Work order | If a line in the material below has the word "Гамалея", copy it.

====== Exercise materials ======

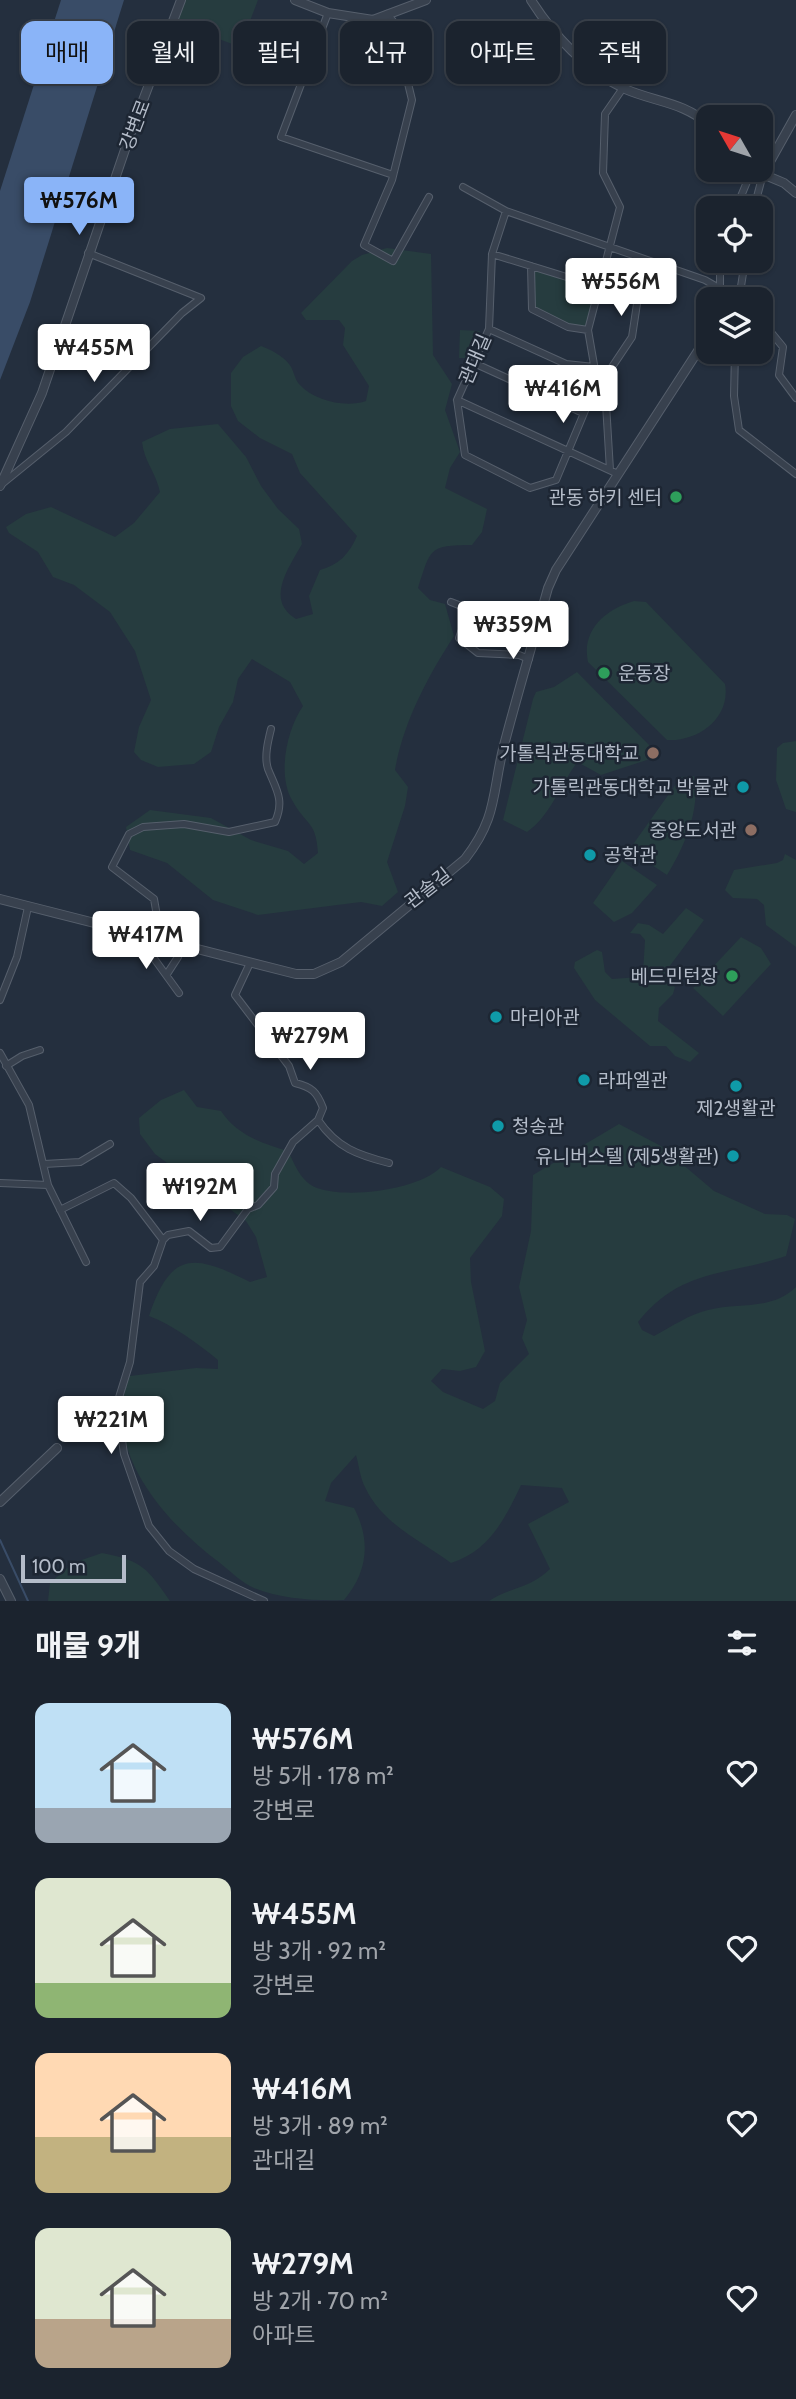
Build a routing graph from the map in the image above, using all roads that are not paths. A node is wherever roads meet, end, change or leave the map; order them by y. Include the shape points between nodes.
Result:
1 (181, 0) edge
2 (295, 0) edge
3 (426, 0) edge
4 (531, 0) edge
5 (328, 13) junction
6 (387, 14) junction
7 (623, 88) junction
8 (796, 115) edge
9 (696, 117) edge
10 (774, 156) edge
11 (394, 175) junction
12 (774, 180) edge
13 (463, 187) dead end
14 (796, 193) edge
15 (429, 197) dead end
16 (506, 211) junction
17 (609, 245) junction
18 (88, 253) junction
19 (492, 254) junction
20 (649, 263) junction
21 (531, 266) junction
22 (599, 287) junction
23 (717, 287) edge
24 (489, 329) junction
25 (588, 330) junction
26 (773, 335) edge
27 (696, 353) edge
28 (474, 363) junction
29 (735, 364) edge
30 (594, 367) junction
31 (598, 382) junction
32 (796, 398) edge
33 (457, 400) junction
34 (583, 412) junction
35 (566, 452) junction
36 (614, 472) junction
37 (796, 474) edge
38 (0, 485) edge
39 (451, 602) dead end
40 (529, 659) junction
41 (271, 729) dead end
42 (0, 899) edge
43 (27, 907) junction
44 (138, 935) junction
45 (152, 939) junction
46 (181, 947) junction
47 (250, 963) junction
48 (167, 974) junction
49 (179, 993) dead end
50 (0, 1000) edge
51 (40, 1050) dead end
52 (0, 1053) edge
53 (6, 1066) junction
54 (318, 1120) junction
55 (110, 1144) dead end
56 (389, 1163) dead end
57 (44, 1164) junction
58 (0, 1183) edge
59 (48, 1185) junction
60 (60, 1210) junction
61 (163, 1240) junction
62 (86, 1262) dead end
63 (57, 1448) dead end
64 (0, 1502) edge
65 (0, 1579) edge
66 (11, 1601) edge
67 (264, 1601) edge

1 - 18 street, 강변로
2 - 5 street
3 - 6 street
4 - 7 street via 556,34
5 - 6 street via 373,20
5 - 11 street via 281,137
6 - 11 street via 393,21 412,100
7 - 9 street via 673,102
7 - 17 street via 605,114 603,173 620,207
8 - 10 street
11 - 15 street via 364,245 393,261
12 - 14 street
13 - 16 street
16 - 17 street
16 - 19 street, 관대길
17 - 20 street
17 - 22 street
18 - 38 street, 강변로 via 42,393
18 - 38 street via 201,298 66,432
19 - 21 street
19 - 24 street, 관대길
20 - 23 street
20 - 31 street, 관대길 via 632,337
21 - 22 street
21 - 25 street via 532,309 568,327
22 - 25 street
24 - 28 street, 관대길
24 - 30 street via 566,363
25 - 30 street
26 - 32 street via 783,347 779,374
27 - 36 street, 관솔길
28 - 33 street, 관대길
28 - 34 street
29 - 37 street via 738,430
30 - 31 street
31 - 34 street, 관대길
31 - 36 street via 606,404
33 - 35 street
33 - 35 street, 관대길 via 464,455 489,469 530,488 556,480
34 - 35 street, 관대길
35 - 36 street
36 - 40 street, 관솔길 via 556,570
39 - 40 street via 469,609 459,638 478,653
40 - 47 street, 관솔길 via 487,827 465,859 328,969 296,974
41 - 45 street via 267,767 277,783 282,808 275,822 241,831 184,824 143,827 129,834 112,867 154,899
42 - 43 street, 관솔길
43 - 44 street, 관솔길
43 - 50 street via 17,957
44 - 45 street, 관솔길
44 - 48 street
45 - 46 street, 관솔길
46 - 47 street, 관솔길
46 - 48 street
47 - 54 street via 235,995 289,1066 295,1083 310,1086 318,1096 323,1108
48 - 49 street
51 - 53 street
52 - 53 street
53 - 57 street via 29,1105
54 - 56 street via 353,1154
54 - 61 street via 293,1142 275,1174 274,1187 258,1205 247,1209 220,1247 211,1248 189,1231
55 - 57 street via 80,1163
57 - 59 street
58 - 59 street
59 - 60 street
60 - 61 street via 114,1183
60 - 62 street
61 - 67 street via 154,1266 141,1282 130,1362 117,1404 124,1454 149,1525 169,1552 194,1569
63 - 64 street
65 - 66 street

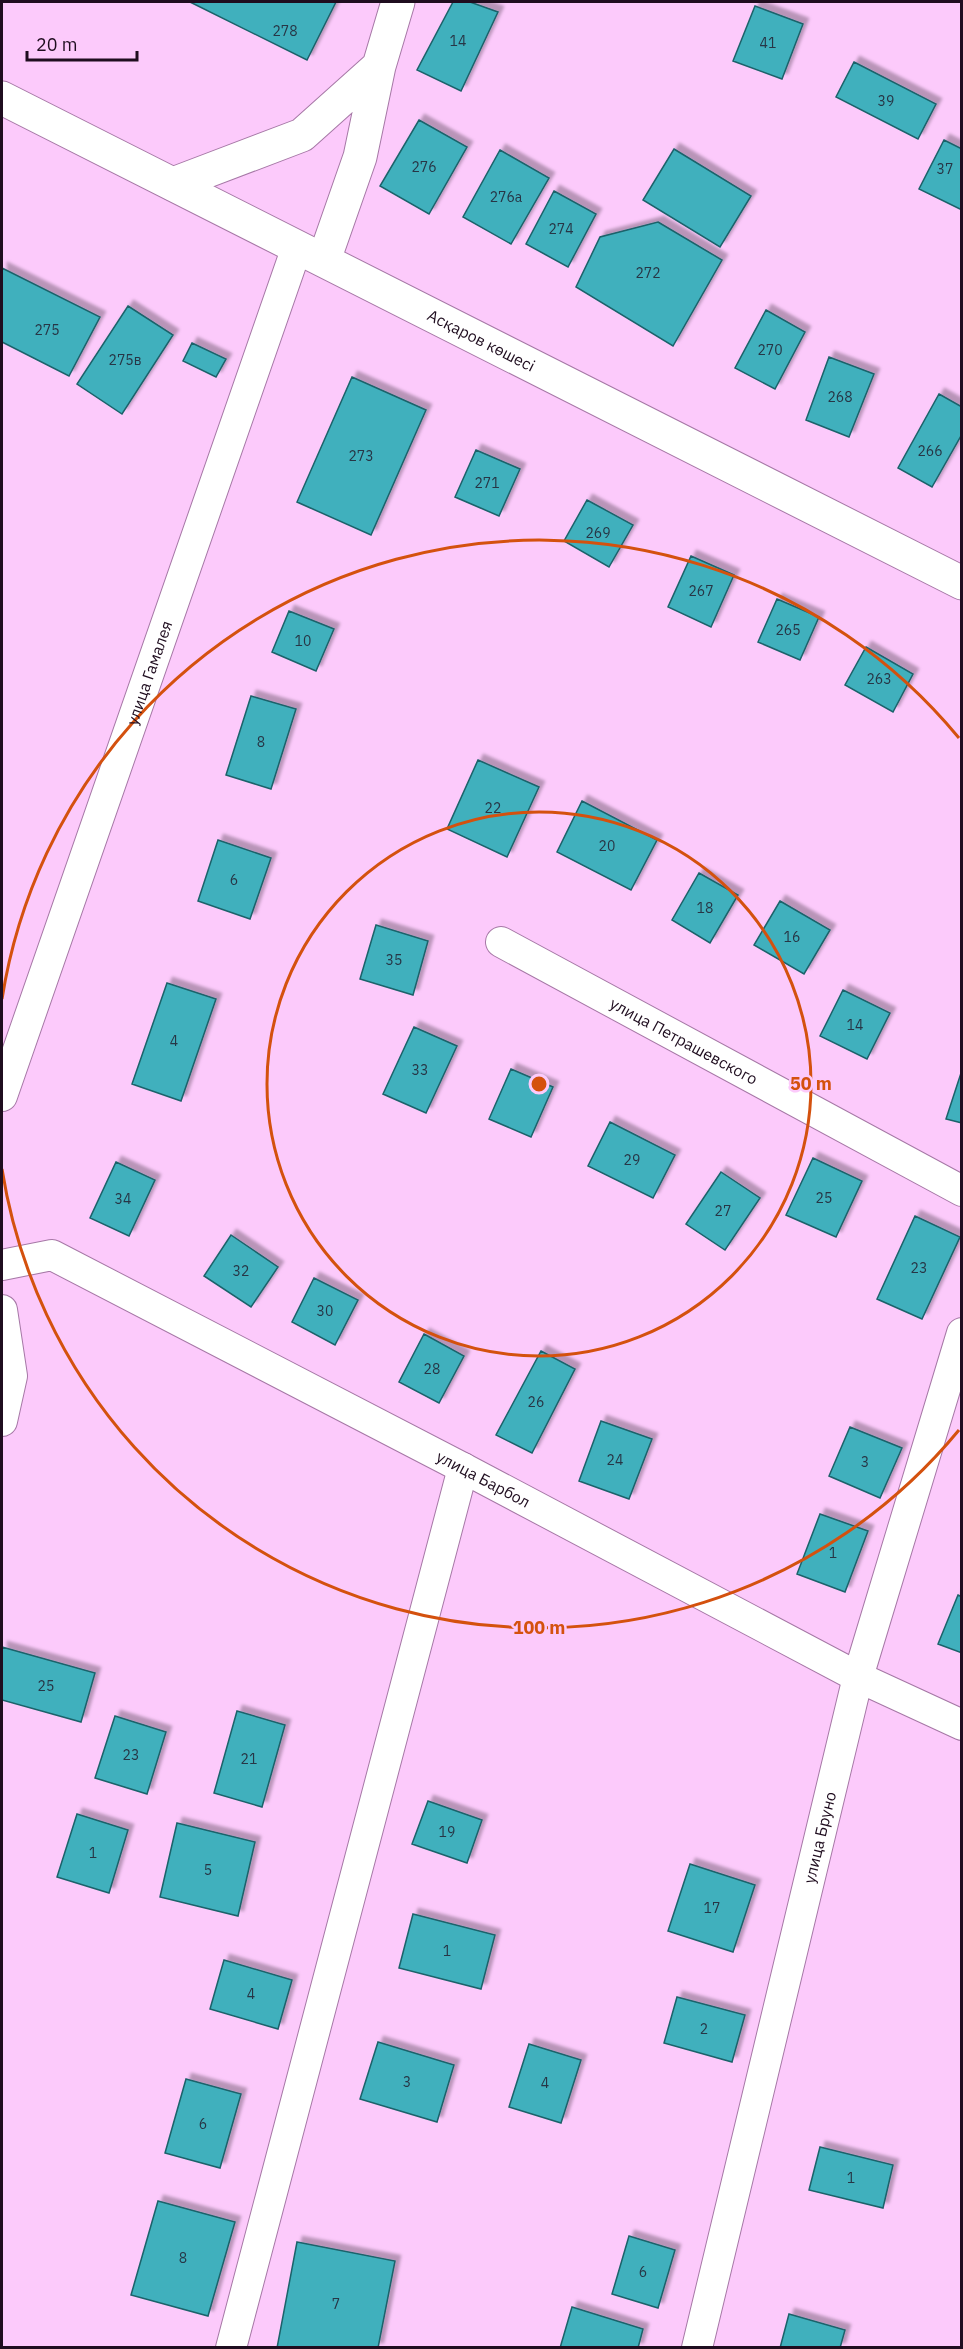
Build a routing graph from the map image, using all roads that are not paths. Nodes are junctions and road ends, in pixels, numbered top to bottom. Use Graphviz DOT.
graph roads {
  1 [pos="398,2"];
  2 [pos="379,66"];
  3 [pos="2,98"];
  4 [pos="173,184"];
  5 [pos="311,254"];
  6 [pos="962,583"];
  7 [pos="501,942"];
  8 [pos="8,1055"];
  9 [pos="2,1096"];
  10 [pos="962,1191"];
  11 [pos="2,1265"];
  12 [pos="2,1310"];
  13 [pos="962,1333"];
  14 [pos="2,1421"];
  15 [pos="463,1468"];
  16 [pos="858,1677"];
  17 [pos="962,1725"];
  18 [pos="231,2348"];
  19 [pos="697,2348"];
  1 -- 2 [label="main road"];
  2 -- 4 [label="main road"];
  2 -- 5 [label="main road"];
  3 -- 4 [label="main road, Асқаров көшесі"];
  4 -- 5 [label="main road, Асқаров көшесі"];
  5 -- 6 [label="main road, Асқаров көшесі"];
  5 -- 8 [label="street, улица Гамалея"];
  7 -- 10 [label="street, улица Петрашевского"];
  8 -- 9 [label="street, улица Гамалея"];
  11 -- 15 [label="street, улица Барбол"];
  12 -- 14 [label="street"];
  13 -- 16 [label="street, улица Бруно"];
  15 -- 16 [label="street, улица Барбол"];
  15 -- 18 [label="street"];
  16 -- 17 [label="street, улица Барбол"];
  16 -- 19 [label="street, улица Бруно"];
}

======

Result of the task |
  5 -- 8 [label="street, улица Гамалея"];
  8 -- 9 [label="street, улица Гамалея"];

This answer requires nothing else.